Father’s Day

Sometimes, we give gifts thinking not very much about it, but stumble upon something that the recipient finds unexpectedly meaningful.  This happened to me once when I decided I would do a little wood staining – and made this decorative ship’s wheel with the words “Captain Hyun” on it for my dad.  For most of my life, my dad received my gifts like he received a receipt at a gas station – with no particular ceremony and rarely a word.  Maybe something between a chuckle and a scoff.  I don’t necessarily blame him… I generally didn’t give very meaningful gifts.  So, I didn’t think much about it, when it was set aside – likely never to be looked upon again.

But one year – and I forget the occasion… maybe father’s day?  Maybe Christmas?  He opened this stained ship wheel, and I literally heard him gasp and get teary eyed.  He just stared at it for a long time and whispered under his breath, “My God, it’s beautiful.”  It was so unexpected.  And I knew I must have stumbled upon something that hit a nerve that mattered (in a good way).  I thought this playful gift would probably find a home in a closet or a dusty shelf somewhere… but the next time we went on his boat, it was the first thing he hung up – and then he took a picture with it.

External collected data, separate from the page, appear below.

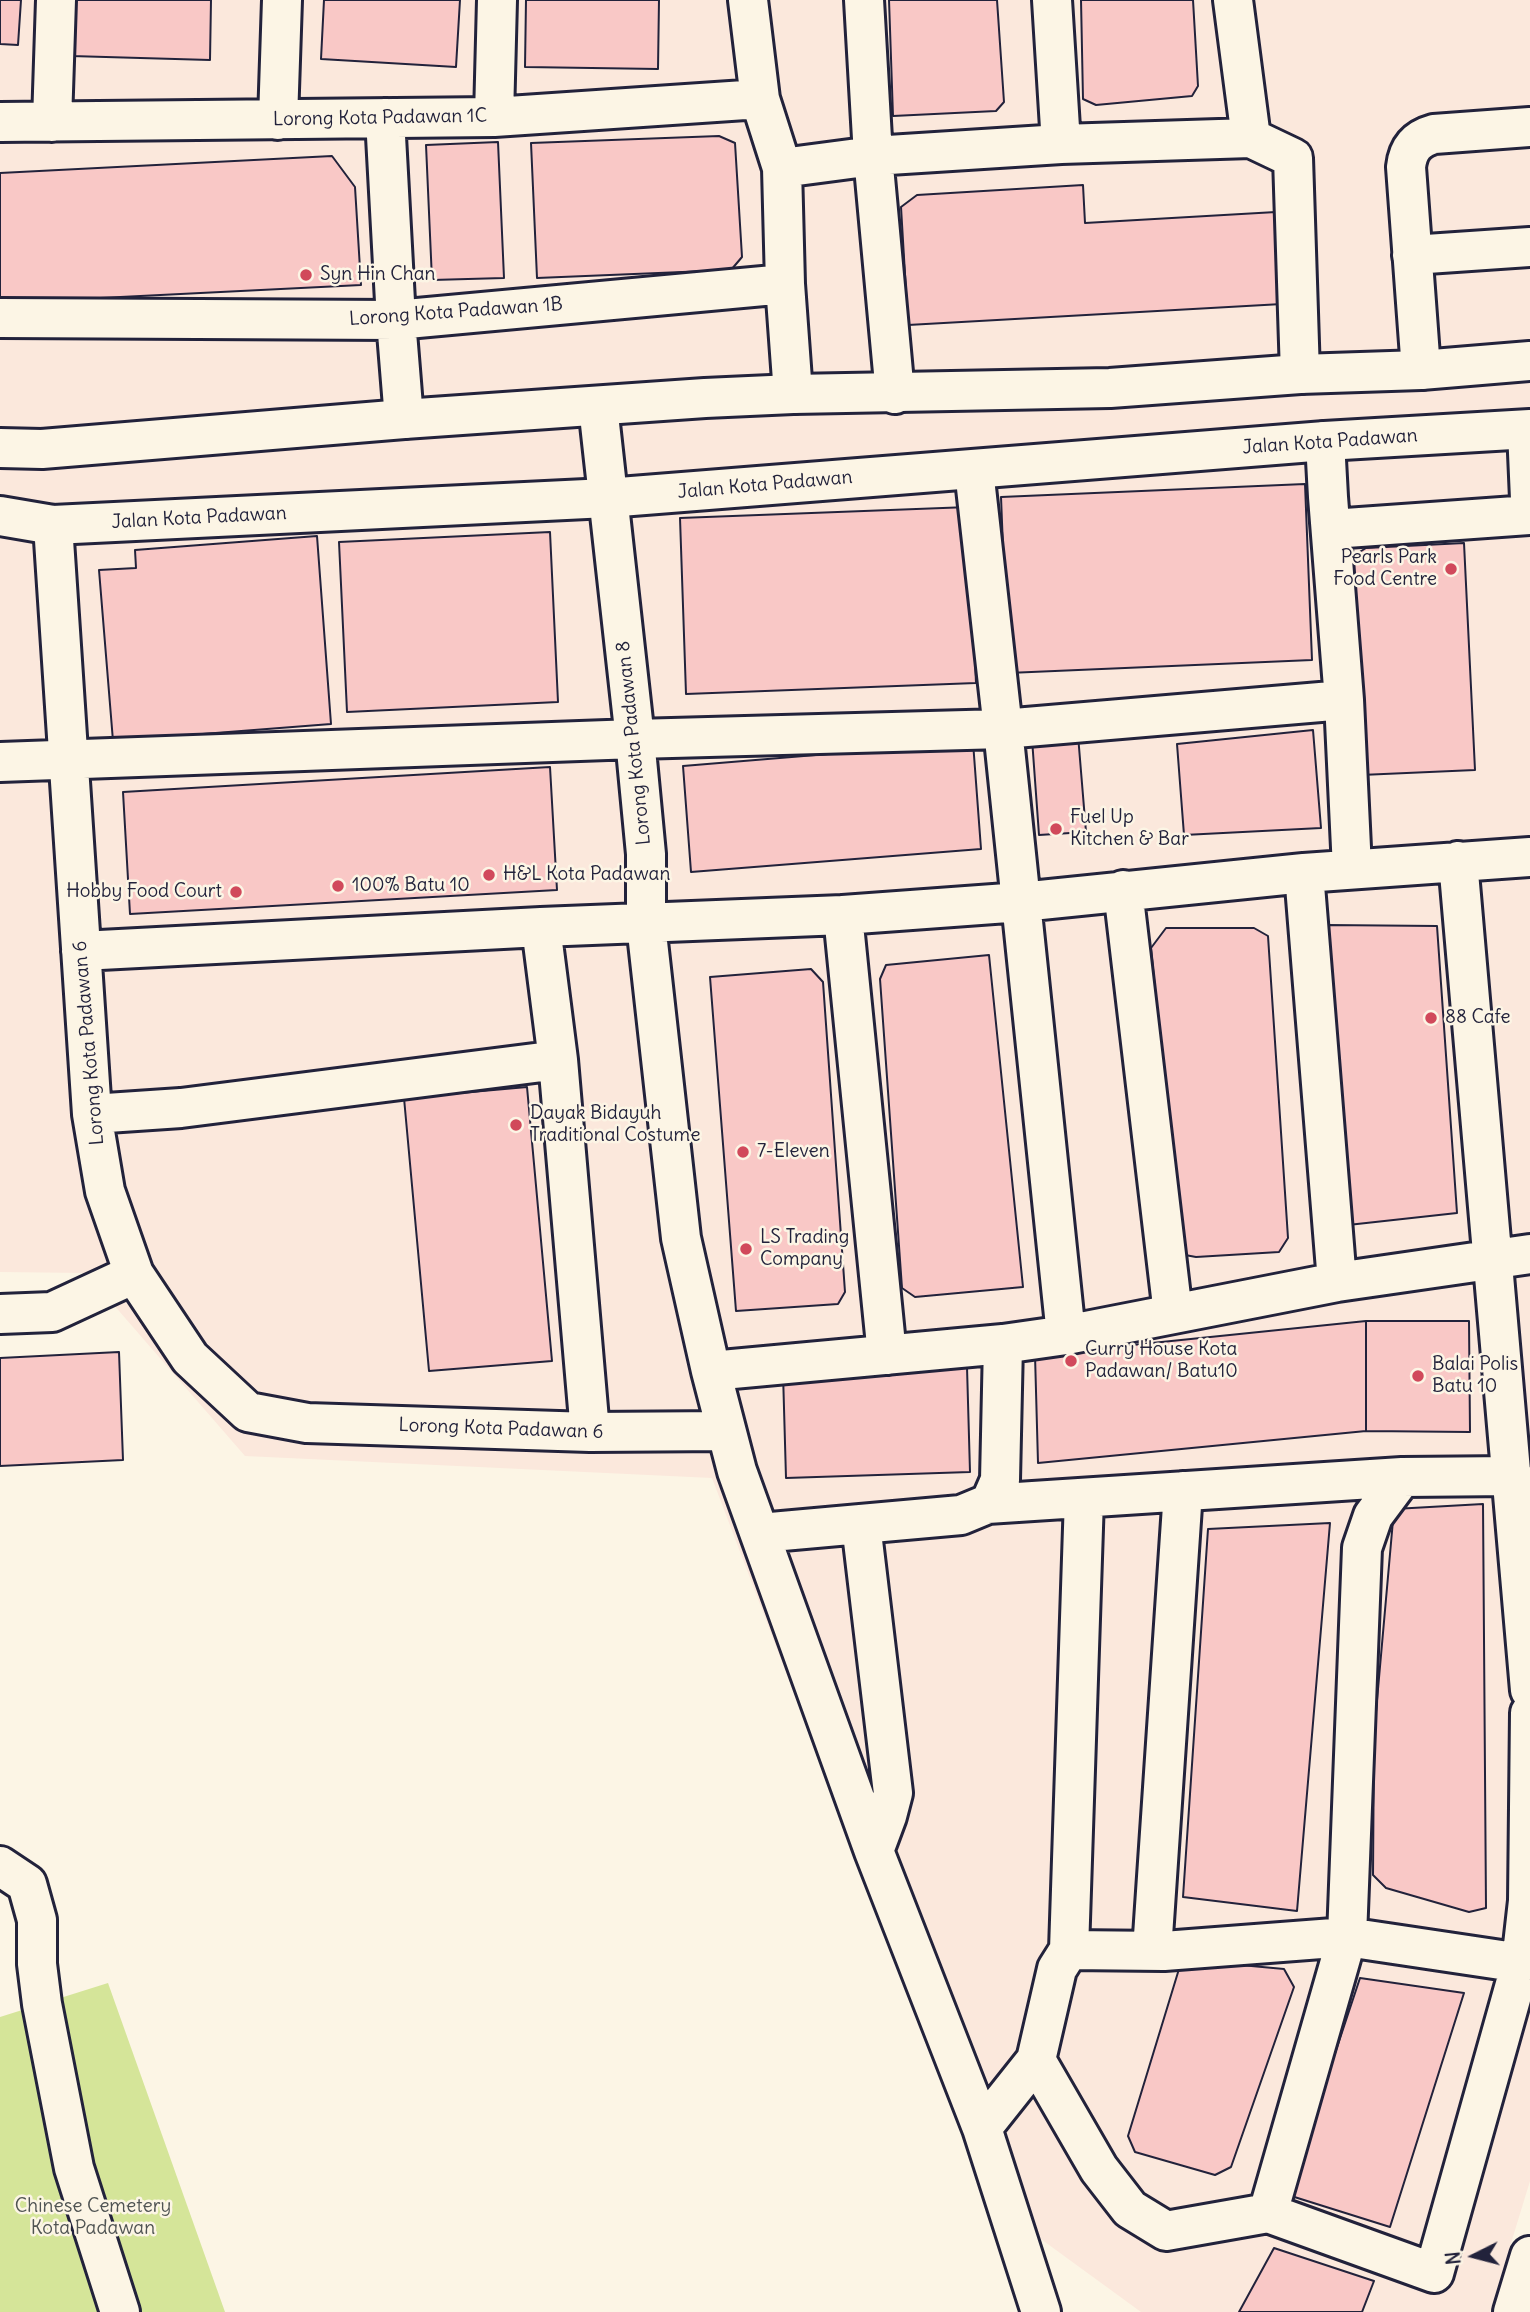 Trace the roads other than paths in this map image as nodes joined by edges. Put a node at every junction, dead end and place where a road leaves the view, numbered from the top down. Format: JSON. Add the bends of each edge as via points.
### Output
{"nodes":[{"id":1,"x":56,"y":0,"type":"edge"},
{"id":2,"x":282,"y":0,"type":"edge"},
{"id":3,"x":497,"y":0,"type":"edge"},
{"id":4,"x":748,"y":0,"type":"edge"},
{"id":5,"x":864,"y":0,"type":"edge"},
{"id":6,"x":1052,"y":0,"type":"edge"},
{"id":7,"x":1233,"y":0,"type":"edge"},
{"id":8,"x":760,"y":99,"type":"junction"},
{"id":9,"x":494,"y":117,"type":"junction"},
{"id":10,"x":386,"y":118,"type":"junction"},
{"id":11,"x":278,"y":120,"type":"junction"},
{"id":12,"x":0,"y":122,"type":"edge"},
{"id":13,"x":52,"y":122,"type":"junction"},
{"id":14,"x":1530,"y":127,"type":"edge"},
{"id":15,"x":1251,"y":138,"type":"junction"},
{"id":16,"x":1061,"y":144,"type":"junction"},
{"id":17,"x":873,"y":156,"type":"junction"},
{"id":18,"x":782,"y":168,"type":"junction"},
{"id":19,"x":1530,"y":247,"type":"edge"},
{"id":20,"x":1412,"y":255,"type":"junction"},
{"id":21,"x":785,"y":284,"type":"junction"},
{"id":22,"x":0,"y":318,"type":"edge"},
{"id":23,"x":396,"y":320,"type":"junction"},
{"id":24,"x":1530,"y":361,"type":"edge"},
{"id":25,"x":1421,"y":370,"type":"junction"},
{"id":26,"x":1300,"y":374,"type":"junction"},
{"id":27,"x":793,"y":394,"type":"junction"},
{"id":28,"x":895,"y":394,"type":"junction"},
{"id":29,"x":598,"y":406,"type":"junction"},
{"id":30,"x":404,"y":419,"type":"junction"},
{"id":31,"x":1529,"y":430,"type":"edge"},
{"id":32,"x":1325,"y":441,"type":"junction"},
{"id":33,"x":0,"y":448,"type":"edge"},
{"id":34,"x":974,"y":470,"type":"junction"},
{"id":35,"x":607,"y":498,"type":"junction"},
{"id":36,"x":1530,"y":499,"type":"edge"},
{"id":37,"x":1530,"y":515,"type":"edge"},
{"id":38,"x":0,"y":516,"type":"edge"},
{"id":39,"x":53,"y":525,"type":"junction"},
{"id":40,"x":1332,"y":529,"type":"junction"},
{"id":41,"x":1345,"y":700,"type":"junction"},
{"id":42,"x":1003,"y":729,"type":"junction"},
{"id":43,"x":635,"y":738,"type":"junction"},
{"id":44,"x":69,"y":760,"type":"junction"},
{"id":45,"x":0,"y":762,"type":"edge"},
{"id":46,"x":1530,"y":857,"type":"edge"},
{"id":47,"x":1458,"y":861,"type":"junction"},
{"id":48,"x":1352,"y":869,"type":"junction"},
{"id":49,"x":1304,"y":873,"type":"junction"},
{"id":50,"x":1123,"y":890,"type":"junction"},
{"id":51,"x":1021,"y":902,"type":"junction"},
{"id":52,"x":843,"y":915,"type":"junction"},
{"id":53,"x":646,"y":924,"type":"junction"},
{"id":54,"x":541,"y":927,"type":"junction"},
{"id":55,"x":81,"y":951,"type":"junction"},
{"id":56,"x":558,"y":1060,"type":"junction"},
{"id":57,"x":92,"y":1114,"type":"junction"},
{"id":58,"x":1530,"y":1254,"type":"edge"},
{"id":59,"x":1492,"y":1258,"type":"junction"},
{"id":60,"x":134,"y":1274,"type":"junction"},
{"id":61,"x":1337,"y":1282,"type":"junction"},
{"id":62,"x":0,"y":1314,"type":"edge"},
{"id":63,"x":1173,"y":1314,"type":"junction"},
{"id":64,"x":1066,"y":1335,"type":"junction"},
{"id":65,"x":1003,"y":1344,"type":"junction"},
{"id":66,"x":887,"y":1355,"type":"junction"},
{"id":67,"x":710,"y":1371,"type":"junction"},
{"id":68,"x":726,"y":1431,"type":"junction"},
{"id":69,"x":590,"y":1432,"type":"junction"},
{"id":70,"x":1513,"y":1476,"type":"junction"},
{"id":71,"x":1402,"y":1477,"type":"junction"},
{"id":72,"x":1183,"y":1491,"type":"junction"},
{"id":73,"x":1084,"y":1498,"type":"junction"},
{"id":74,"x":987,"y":1504,"type":"junction"},
{"id":75,"x":861,"y":1524,"type":"junction"},
{"id":76,"x":760,"y":1533,"type":"junction"},
{"id":77,"x":1530,"y":1690,"type":"edge"},
{"id":78,"x":1530,"y":1713,"type":"edge"},
{"id":79,"x":874,"y":1851,"type":"junction"},
{"id":80,"x":0,"y":1866,"type":"edge"},
{"id":81,"x":1347,"y":1937,"type":"junction"},
{"id":82,"x":1069,"y":1950,"type":"junction"},
{"id":83,"x":1152,"y":1951,"type":"junction"},
{"id":84,"x":1521,"y":1963,"type":"junction"},
{"id":85,"x":1036,"y":2060,"type":"junction"},
{"id":86,"x":982,"y":2128,"type":"junction"},
{"id":87,"x":1268,"y":2213,"type":"junction"},
{"id":88,"x":1530,"y":2256,"type":"edge"},
{"id":89,"x":120,"y":2312,"type":"edge"},
{"id":90,"x":1041,"y":2312,"type":"edge"},
{"id":91,"x":1514,"y":2312,"type":"edge"}],
"edges":[{"from":1,"to":13,"type":"street"},
{"from":2,"to":11,"type":"street"},
{"from":3,"to":9,"type":"street"},
{"from":4,"to":8,"type":"street"},
{"from":5,"to":17,"type":"street"},
{"from":6,"to":16,"type":"street"},
{"from":7,"to":15,"type":"street"},
{"from":8,"to":9,"type":"street","name":"Lorong Kota Padawan 1C"},
{"from":8,"to":18,"type":"street"},
{"from":9,"to":10,"type":"street","name":"Lorong Kota Padawan 1C"},
{"from":10,"to":11,"type":"street","name":"Lorong Kota Padawan 1C"},
{"from":10,"to":23,"type":"street"},
{"from":11,"to":13,"type":"street","name":"Lorong Kota Padawan 1C"},
{"from":12,"to":13,"type":"street","name":"Lorong Kota Padawan 1C"},
{"from":14,"to":20,"type":"street","via":[[1434,134],[1413,145],[1406,167]]},
{"from":15,"to":16,"type":"street"},
{"from":15,"to":26,"type":"street","via":[[1293,158]]},
{"from":16,"to":17,"type":"street"},
{"from":17,"to":18,"type":"street"},
{"from":17,"to":28,"type":"street"},
{"from":18,"to":21,"type":"street"},
{"from":19,"to":20,"type":"street"},
{"from":20,"to":25,"type":"street"},
{"from":21,"to":23,"type":"street","name":"Lorong Kota Padawan 1B"},
{"from":21,"to":27,"type":"street"},
{"from":22,"to":23,"type":"street","name":"Lorong Kota Padawan 1B"},
{"from":23,"to":30,"type":"street"},
{"from":24,"to":25,"type":"street"},
{"from":25,"to":26,"type":"street"},
{"from":26,"to":28,"type":"street","via":[[1110,388]]},
{"from":27,"to":28,"type":"street"},
{"from":27,"to":29,"type":"street"},
{"from":29,"to":30,"type":"street"},
{"from":29,"to":35,"type":"street","name":"Lorong Kota Padawan 8"},
{"from":30,"to":33,"type":"street","via":[[42,449]]},
{"from":31,"to":32,"type":"street","name":"Jalan Kota Padawan"},
{"from":31,"to":36,"type":"street"},
{"from":32,"to":34,"type":"street","name":"Jalan Kota Padawan"},
{"from":32,"to":40,"type":"street"},
{"from":34,"to":35,"type":"street","name":"Jalan Kota Padawan"},
{"from":34,"to":42,"type":"street"},
{"from":35,"to":39,"type":"street","name":"Jalan Kota Padawan"},
{"from":35,"to":43,"type":"street","name":"Lorong Kota Padawan 8"},
{"from":37,"to":40,"type":"street"},
{"from":38,"to":39,"type":"street","name":"Jalan Kota Padawan"},
{"from":39,"to":44,"type":"street","name":"Lorong Kota Padawan 6"},
{"from":40,"to":41,"type":"street"},
{"from":41,"to":42,"type":"street"},
{"from":41,"to":48,"type":"street"},
{"from":42,"to":43,"type":"street"},
{"from":42,"to":51,"type":"street"},
{"from":43,"to":44,"type":"street"},
{"from":43,"to":53,"type":"street","name":"Lorong Kota Padawan 8","via":[[646,853]]},
{"from":44,"to":45,"type":"street"},
{"from":44,"to":55,"type":"street","name":"Lorong Kota Padawan 6"},
{"from":46,"to":47,"type":"street"},
{"from":47,"to":48,"type":"street"},
{"from":47,"to":59,"type":"street"},
{"from":48,"to":49,"type":"street"},
{"from":49,"to":50,"type":"street"},
{"from":49,"to":61,"type":"street"},
{"from":50,"to":51,"type":"street"},
{"from":50,"to":63,"type":"street"},
{"from":51,"to":52,"type":"street"},
{"from":51,"to":64,"type":"street"},
{"from":52,"to":53,"type":"street"},
{"from":52,"to":66,"type":"street"},
{"from":53,"to":54,"type":"street"},
{"from":53,"to":67,"type":"street","name":"Lorong Kota Padawan 8","via":[[681,1238]]},
{"from":54,"to":55,"type":"street"},
{"from":54,"to":56,"type":"street"},
{"from":55,"to":57,"type":"street","name":"Lorong Kota Padawan 6"},
{"from":56,"to":57,"type":"street","via":[[181,1108]]},
{"from":56,"to":69,"type":"street"},
{"from":57,"to":60,"type":"street","name":"Lorong Kota Padawan 6","via":[[105,1191]]},
{"from":58,"to":59,"type":"street"},
{"from":59,"to":61,"type":"street"},
{"from":59,"to":70,"type":"street"},
{"from":60,"to":62,"type":"street","via":[[52,1312]]},
{"from":60,"to":69,"type":"street","name":"Lorong Kota Padawan 6","via":[[190,1358],[248,1412],[307,1423]]},
{"from":61,"to":63,"type":"street"},
{"from":63,"to":64,"type":"street"},
{"from":64,"to":65,"type":"street"},
{"from":65,"to":66,"type":"street"},
{"from":65,"to":74,"type":"street","via":[[1000,1480]]},
{"from":66,"to":67,"type":"street"},
{"from":67,"to":68,"type":"street","name":"Lorong Kota Padawan 8"},
{"from":68,"to":69,"type":"street","name":"Lorong Kota Padawan 6"},
{"from":68,"to":76,"type":"street","name":"Lorong Kota Padawan 8"},
{"from":70,"to":71,"type":"street"},
{"from":70,"to":77,"type":"street"},
{"from":71,"to":72,"type":"street"},
{"from":71,"to":81,"type":"street","via":[[1373,1516],[1362,1548]]},
{"from":72,"to":73,"type":"street"},
{"from":72,"to":83,"type":"street"},
{"from":73,"to":74,"type":"street"},
{"from":73,"to":82,"type":"street"},
{"from":74,"to":75,"type":"street","via":[[961,1515]]},
{"from":75,"to":76,"type":"street"},
{"from":75,"to":79,"type":"street","via":[[893,1793]]},
{"from":76,"to":79,"type":"street","name":"Lorong Kota Padawan 8"},
{"from":78,"to":84,"type":"street","via":[[1528,1901]]},
{"from":79,"to":86,"type":"street","name":"Lorong Kota Padawan 8"},
{"from":80,"to":89,"type":"street","via":[[27,1884],[37,1920],[41,2004],[54,2074],[74,2168]]},
{"from":81,"to":83,"type":"street"},
{"from":81,"to":84,"type":"street"},
{"from":81,"to":87,"type":"street"},
{"from":82,"to":83,"type":"street"},
{"from":82,"to":85,"type":"street","via":[[1057,1969]]},
{"from":84,"to":87,"type":"street","via":[[1434,2273]]},
{"from":85,"to":86,"type":"street"},
{"from":85,"to":87,"type":"street","via":[[1099,2169],[1130,2209],[1166,2231]]},
{"from":86,"to":90,"type":"street","name":"Lorong Kota Padawan 8"},
{"from":88,"to":91,"type":"street"}]}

A few days ago, I was sitting at the kitchen table with Andrew and he hit me with something similar.  I don’t think he even meant it as a gift, but just stumbled upon something that meant a lot to me.  He said that he thinks he got his sense of humor from me.  I don’t think I’m particularly funny… but he thinks he is.  Or more importantly, he thinks other people think he is.  He said that his high school annual has page after page of how funny people thought he was.    And he attributed that part of his character to me. 

Andrew has a very active social life and it’s lucky for us if we see him at home for an evening.  Sometimes, I wonder if it is because he feels I have impossible expectations of him.  And the truth is I do have very high expectations of him.  I think generally it’s been a positive influence because people tend to try and live up to expectations – especially those of parents… but I also know that it can also feel discouraging when you feel like you can not make your parents happy. 

And so, often, we can sometimes have a complicated relationship with our parents.  For some, it can deteriorate into resentment– and much difficulty in our teenage years – as I had especially with my dad. 

So, I think when  I think about why Andrew’s offhand comment hit me so sharply – was that at least for that moment – he saw that there was something good he recognized in himself…. And he was willing to say – I got that from you, dad.  It’s a given that we all want our parents to be proud of who we are.  But, what I haven’t thought much about was that we also want our children to be proud of who we are, too.  I don’t know that I’m necessarily looking to win the funniest dad award, but I’m deeply grateful that Andrew is willing to look past the 18 years of accumulated friction and gift me this moment of grace.

I did tell him – I wish your annual had page after page of how hard working you are… but I guess funny is going to have to do…   (just jokes… I didn’t say that…  no need to call CPS)…

After having that experience, it did make me wish I could have done something like that for my dad.  I think I would tell him I got my sense of adventure and risk-taking (the good kind… not like meth)  from him.  It’s still difficult for me to imagine that as an 18 year old kid, he would have stepped on to plane with a small wad of cash to go make a life for himself all alone in a foreign country.  He did it in an era where phone calls were too expensive and letters were the primary form of communication that took two weeks to arrive.  He landed in New York, and got mugged the very first day.  Stumbled back to his motel all bruised up and threw up all night in a foreign land without anybody around that would care about him.  He might as well have been on the moon… it would have been safer…

My adventures in comparison are much more tame than that.  But, I grew up watching him start businesses and expand them.  Pretty much take apart anything with full faith he can fix it and put it all back together.  He gave me a dirt bike to ride around when I was in the 4th grade.  Lots of stuff rubbed off, and I’m a better person for it. 

I wish I could have said it while you were around, but I have faith the message will get to you.  Thank you!  And happy Father’s day.